DELCOURT: Because of the way we work with artists and also because of the laws in France, we have to ask each individual if they agree. [pause] It's a lot of work, yes. [laughter] Some are immediately enthusiastic, like Jean-Luc Sala, the writer of this Iron Squad and others. Others have been a little reluctant. Others are completely scared of digital. For us, it's great, because it's an ongoing process to talk to them. We learn from examples. Once we get going, I'm sure there will be people jealous of the first books in English.

It's my hope that more and more we'll be at ease with digital comics. Most are enthusiastic because having your books available in English is great. You reach six times, seven times as many people as in France, and you're reaching professionals in movies and in TV, individuals that may want to adapt your work.

SPURGEON: The conventional wisdom about the French-language market over the last 15 years is that the market is oversaturated on a title-to-title basis, and that as more and more books are published this has an effect on driving down the sale of individual books even as the industry overall may gain. Does this play into your desire to find another market for these books? Is this an advantage you can offer creator to creator, book to book, this ability find extra sales per project? Is that a motivation for you in seeking out this deal?

DELCOURT: It's a very good question. It may have played a role. It's true that in France sales are kind of plateauing, and the number of releases also. It's a stable situation, but as a businessman you're always looking for extra sales, extra profit. So that may have played a part. The main thing is that I've been trying to supply an international dimension to my company for years. Again, print is very difficult for that. It's too risky, too complicated. Digital may open a big door for us. I wanted to be the first to open that door.

SPURGEON: Let me ask you about print. Is there any worry at all that digital ends certain opportunities for print? I know that some booksellers worry because sales might be limited in print overall, that a move to digital may remove opportunities for them to work with select titles and authors that do well in their individual stores. Are you in any way giving up on certain print initiatives in the US?

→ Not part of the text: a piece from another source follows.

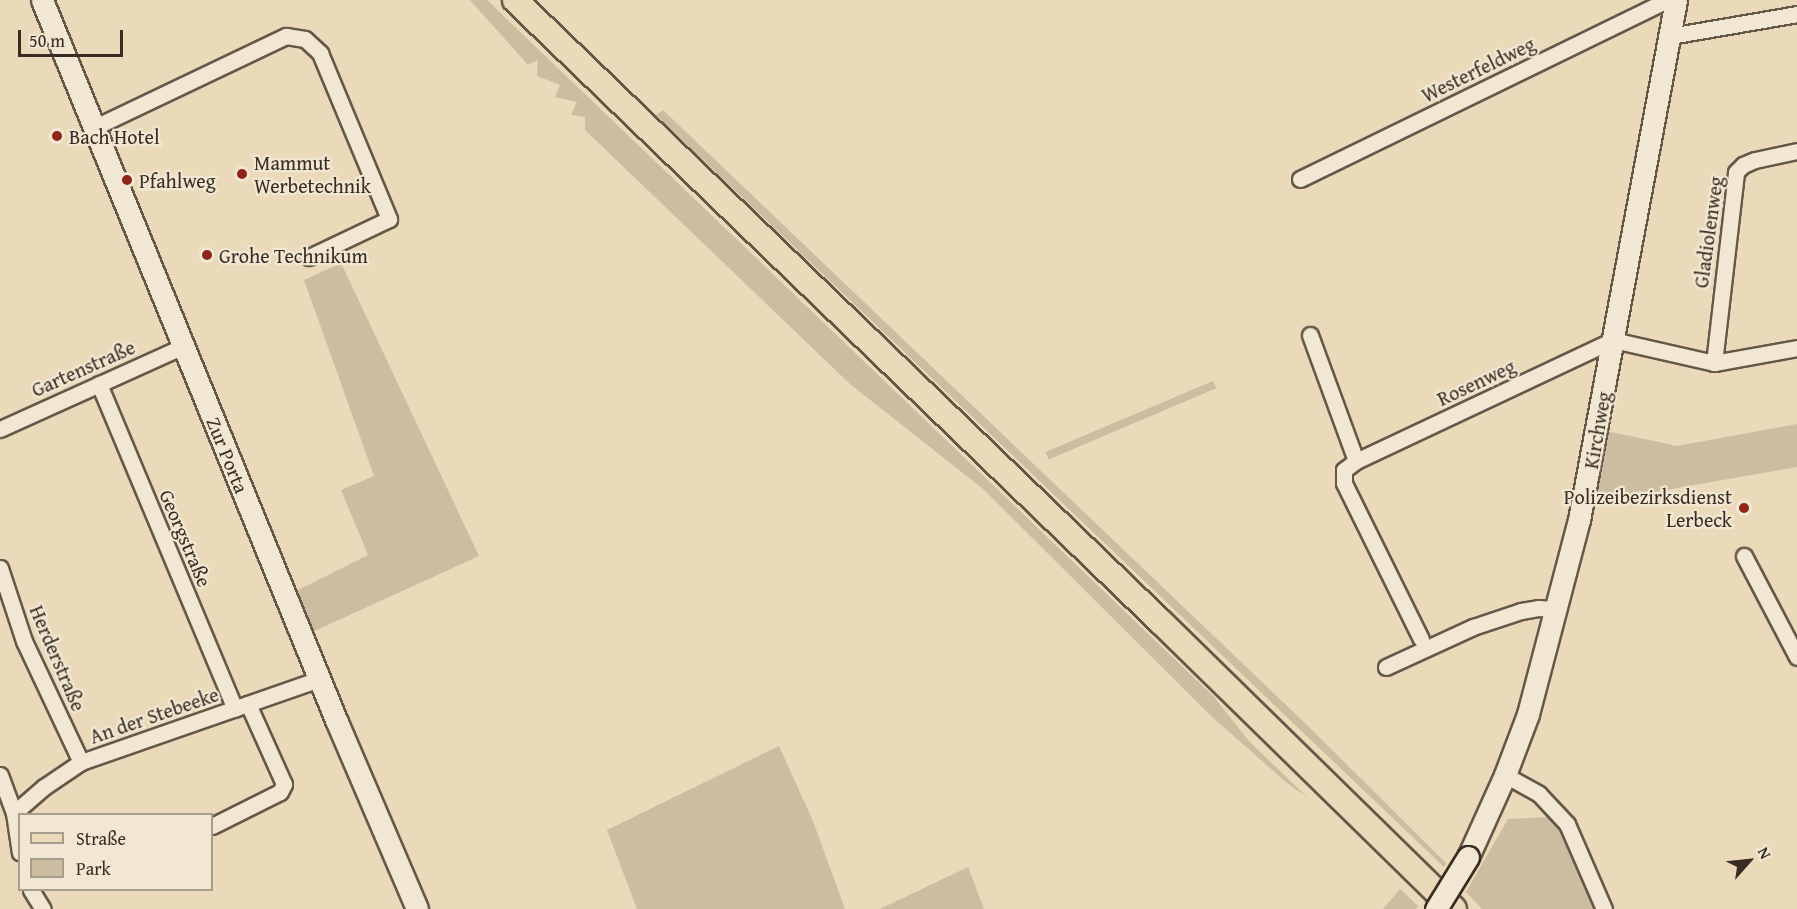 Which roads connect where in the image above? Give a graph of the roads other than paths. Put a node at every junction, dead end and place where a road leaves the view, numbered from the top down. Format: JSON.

DELCOURT: Not at all. First of all, what is true is that we have so few books available in print in the US that economically... yeah. We cannot let that hinder us from doing what we're doing. On the other hand, my hope is that digital editions of our books will make more US publishers more aware of them. I was talking to one of them just an hour ago. I said, "Hey, I would be glad to do print editions of some of our most successful books." In a way, digital editions work as a market test, to see what works best. For those, print editions could be envisioned with US publishers. So I'm sure we'll gain something from this.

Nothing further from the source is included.